Other alert triggers are inappropriate and warn against common treatments, such as duplicating the drug class, antiretrovirals. Patients are commonly on at least three such drugs as part of a cocktail, and duplication of the class is not only safe but standard practice. 


Comments (4)

Dennis
Said this on 5-23-2012 At 07:27 pm
I try to review and adjust to all alerts. I believe alarm fatigue is a real concern, and an ill understood menace to the patient safety. The overabundance of alerts crosses many facets of the EMR. Alerts are rarely weighted, so the value (risk) cannot be appreciated under most circumstances. When attention, a finite, mortal commodity, is being continually challenged by alerts in cosmic proportion, the potential for error is real and sadly predictable. I am glad to know that a medication that am starting today has a potential interaction with an antibiotic a prior provider gave my patient 2 years ago, or that some nebulous administrative issue regarding a remote OTC still remains unfinished and deserving of attention as well, but the continuing glare of these useless alerts is blinding me to the oncoming traffic, and that is a safety issue. I am in the driver seat with my patient as passenger and I can't see clearly. I surmise, as a result of the barrage of alarms and alerts, that by 10 am my (Neuron / Moron) cellular ratio has changed to favor the denominator.:(((
I have been saved more times than I care to admit by alerts, and don't want throw out the baby with the bath water , but we have to clean the water. It is not safe for the baby either way. We need alert filters on all levels. :)))
Daniel Stephenson
Said this on 5-23-2012 At 10:43 am
There are so many alerts, notifications and comments that it is nearly impossible to satisfy any medication order. All medications have danger. Several vets have severe reactions to a medication and it becomes a nationwide critical alert with what appears to be a knee-jerk reaction. Then complex notifications for each drug come up, and the notifications are duplicated by the search engine so you are alerted for the same interaction twice.

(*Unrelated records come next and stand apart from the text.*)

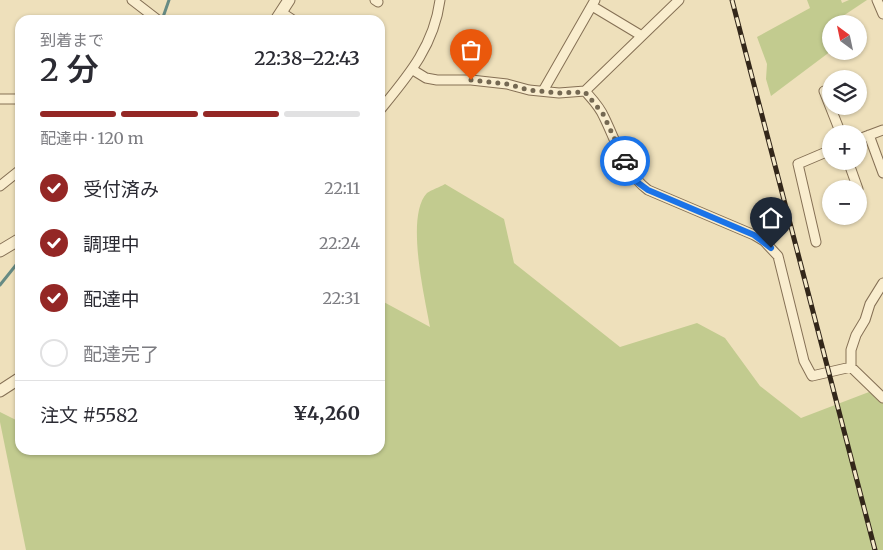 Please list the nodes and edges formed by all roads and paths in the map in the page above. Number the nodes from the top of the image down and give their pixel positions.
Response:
1 (132, 0) edge
2 (289, 0) edge
3 (440, 0) edge
4 (679, 0) edge
5 (877, 0) edge
6 (594, 3) edge
7 (883, 14) edge
8 (150, 15) edge
9 (279, 15) edge
10 (642, 36) junction
11 (413, 70) junction
12 (543, 91) junction
13 (585, 92) junction
14 (0, 99) edge
15 (15, 99) edge
16 (385, 104) edge
17 (883, 130) edge
18 (869, 135) joint
19 (822, 154) edge
20 (883, 173) edge
21 (15, 174) edge
22 (0, 186) edge
23 (15, 242) edge
24 (816, 242) dead end
25 (0, 251) edge
26 (883, 283) edge
27 (851, 367) junction
28 (15, 382) edge
29 (0, 392) edge
30 (883, 398) edge

1 - 8 street
2 - 9 street
3 - 11 street
4 - 10 street
5 - 7 street
6 - 10 street
6 - 12 street
10 - 13 street
11 - 12 street
11 - 16 street
12 - 13 street
13 - 27 street
14 - 15 street
17 - 18 street
18 - 20 street
19 - 24 street
21 - 22 street
23 - 25 street
26 - 27 street
27 - 30 street
28 - 29 street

The deeper problem is the EMR is designed by people that have been playing video games since they were old enough to climb onto the chair in front of the computer, and their minds work the computer interface intuitively. Then these geeks design systems for real people to do real work, but they sit in a cubical doing software and have never had an overbook, never had to transfer a patient and have never had their finger in someone's orifices. They then design complex interactive multilayered systems that require mining data. entering data that is irrelevant and generally eating up virtual memory in some data back six story tower and severs little patient safety result.

We are saturate with this stuff!
elsheikh kineish
Said this on 5-23-2012 At 08:58 am
i always respond to pharmacy view alerts
Christine Baker
Said this on 5-23-2012 At 08:09 am
At least 50% of the alerts I receive when entering prescriptions are for duplications of class, or interactions with, medications which have been discontinued. Thus every time I change a patient's therapy for the same condition I get the same quality of alert that I would receive for a potentially dangerous interaction with an actively used medication. This seems to continue for quite some time after the medication is discontinued. Fixing this one issues would make me more likely to pay closer attention to alerts. When half of them are irrelevant and a waste of time it is tempting to ignore them all.